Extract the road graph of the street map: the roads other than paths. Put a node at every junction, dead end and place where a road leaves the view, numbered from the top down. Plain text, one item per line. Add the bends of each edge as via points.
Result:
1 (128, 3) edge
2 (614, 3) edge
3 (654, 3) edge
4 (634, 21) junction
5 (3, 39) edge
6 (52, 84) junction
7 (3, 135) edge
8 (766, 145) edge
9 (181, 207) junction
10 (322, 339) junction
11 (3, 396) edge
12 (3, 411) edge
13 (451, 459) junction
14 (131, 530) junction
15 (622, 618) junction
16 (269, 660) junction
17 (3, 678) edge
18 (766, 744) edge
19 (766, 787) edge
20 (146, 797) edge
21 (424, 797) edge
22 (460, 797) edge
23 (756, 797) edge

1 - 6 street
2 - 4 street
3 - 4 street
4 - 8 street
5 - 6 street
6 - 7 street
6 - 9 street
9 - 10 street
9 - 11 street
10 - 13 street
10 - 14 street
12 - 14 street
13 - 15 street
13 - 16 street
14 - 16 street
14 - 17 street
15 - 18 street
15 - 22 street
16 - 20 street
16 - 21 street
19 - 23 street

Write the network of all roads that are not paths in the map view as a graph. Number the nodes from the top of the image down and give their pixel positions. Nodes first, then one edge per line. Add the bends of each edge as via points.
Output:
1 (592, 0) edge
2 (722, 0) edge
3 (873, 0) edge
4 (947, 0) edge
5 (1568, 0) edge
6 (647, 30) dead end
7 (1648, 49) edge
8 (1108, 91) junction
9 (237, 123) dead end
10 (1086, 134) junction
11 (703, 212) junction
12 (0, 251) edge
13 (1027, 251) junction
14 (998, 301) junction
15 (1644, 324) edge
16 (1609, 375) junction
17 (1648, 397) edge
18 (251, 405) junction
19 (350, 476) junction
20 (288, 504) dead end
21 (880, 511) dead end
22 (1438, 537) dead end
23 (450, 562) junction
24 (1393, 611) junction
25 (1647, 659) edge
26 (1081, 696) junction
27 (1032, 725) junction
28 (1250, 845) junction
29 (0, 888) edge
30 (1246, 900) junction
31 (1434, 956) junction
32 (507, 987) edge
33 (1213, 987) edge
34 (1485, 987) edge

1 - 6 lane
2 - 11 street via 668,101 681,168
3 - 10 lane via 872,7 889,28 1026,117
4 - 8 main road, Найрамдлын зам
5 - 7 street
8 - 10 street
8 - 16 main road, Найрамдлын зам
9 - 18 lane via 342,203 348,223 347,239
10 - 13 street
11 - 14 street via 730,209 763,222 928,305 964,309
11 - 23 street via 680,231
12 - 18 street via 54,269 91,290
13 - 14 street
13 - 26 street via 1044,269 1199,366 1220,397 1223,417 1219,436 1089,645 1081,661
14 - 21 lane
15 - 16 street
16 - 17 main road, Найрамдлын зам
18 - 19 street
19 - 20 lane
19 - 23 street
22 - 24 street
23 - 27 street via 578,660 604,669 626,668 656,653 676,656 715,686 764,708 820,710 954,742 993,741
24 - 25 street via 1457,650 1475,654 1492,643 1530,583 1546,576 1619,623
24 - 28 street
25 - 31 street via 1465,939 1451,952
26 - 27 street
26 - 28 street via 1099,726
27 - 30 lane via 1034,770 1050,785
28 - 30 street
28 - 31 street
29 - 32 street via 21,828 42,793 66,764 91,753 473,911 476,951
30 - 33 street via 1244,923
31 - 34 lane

══════

▶ **TASK DESCRIPTION**:
Restate the whole of the data exactly.

▶ **RESPONSE BOX**:
Extract the road graph of the street map: the roads other than paths. Put a node at every junction, dead end and place where a road leaves the view, numbered from the top down. Plain text, one item per line. Add the bends of each edge as via points.
Result:
1 (128, 3) edge
2 (614, 3) edge
3 (654, 3) edge
4 (634, 21) junction
5 (3, 39) edge
6 (52, 84) junction
7 (3, 135) edge
8 (766, 145) edge
9 (181, 207) junction
10 (322, 339) junction
11 (3, 396) edge
12 (3, 411) edge
13 (451, 459) junction
14 (131, 530) junction
15 (622, 618) junction
16 (269, 660) junction
17 (3, 678) edge
18 (766, 744) edge
19 (766, 787) edge
20 (146, 797) edge
21 (424, 797) edge
22 (460, 797) edge
23 (756, 797) edge

1 - 6 street
2 - 4 street
3 - 4 street
4 - 8 street
5 - 6 street
6 - 7 street
6 - 9 street
9 - 10 street
9 - 11 street
10 - 13 street
10 - 14 street
12 - 14 street
13 - 15 street
13 - 16 street
14 - 16 street
14 - 17 street
15 - 18 street
15 - 22 street
16 - 20 street
16 - 21 street
19 - 23 street

Write the network of all roads that are not paths in the map view as a graph. Number the nodes from the top of the image down and give their pixel positions. Nodes first, then one edge per line. Add the bends of each edge as via points.
Output:
1 (592, 0) edge
2 (722, 0) edge
3 (873, 0) edge
4 (947, 0) edge
5 (1568, 0) edge
6 (647, 30) dead end
7 (1648, 49) edge
8 (1108, 91) junction
9 (237, 123) dead end
10 (1086, 134) junction
11 (703, 212) junction
12 (0, 251) edge
13 (1027, 251) junction
14 (998, 301) junction
15 (1644, 324) edge
16 (1609, 375) junction
17 (1648, 397) edge
18 (251, 405) junction
19 (350, 476) junction
20 (288, 504) dead end
21 (880, 511) dead end
22 (1438, 537) dead end
23 (450, 562) junction
24 (1393, 611) junction
25 (1647, 659) edge
26 (1081, 696) junction
27 (1032, 725) junction
28 (1250, 845) junction
29 (0, 888) edge
30 (1246, 900) junction
31 (1434, 956) junction
32 (507, 987) edge
33 (1213, 987) edge
34 (1485, 987) edge

1 - 6 lane
2 - 11 street via 668,101 681,168
3 - 10 lane via 872,7 889,28 1026,117
4 - 8 main road, Найрамдлын зам
5 - 7 street
8 - 10 street
8 - 16 main road, Найрамдлын зам
9 - 18 lane via 342,203 348,223 347,239
10 - 13 street
11 - 14 street via 730,209 763,222 928,305 964,309
11 - 23 street via 680,231
12 - 18 street via 54,269 91,290
13 - 14 street
13 - 26 street via 1044,269 1199,366 1220,397 1223,417 1219,436 1089,645 1081,661
14 - 21 lane
15 - 16 street
16 - 17 main road, Найрамдлын зам
18 - 19 street
19 - 20 lane
19 - 23 street
22 - 24 street
23 - 27 street via 578,660 604,669 626,668 656,653 676,656 715,686 764,708 820,710 954,742 993,741
24 - 25 street via 1457,650 1475,654 1492,643 1530,583 1546,576 1619,623
24 - 28 street
25 - 31 street via 1465,939 1451,952
26 - 27 street
26 - 28 street via 1099,726
27 - 30 lane via 1034,770 1050,785
28 - 30 street
28 - 31 street
29 - 32 street via 21,828 42,793 66,764 91,753 473,911 476,951
30 - 33 street via 1244,923
31 - 34 lane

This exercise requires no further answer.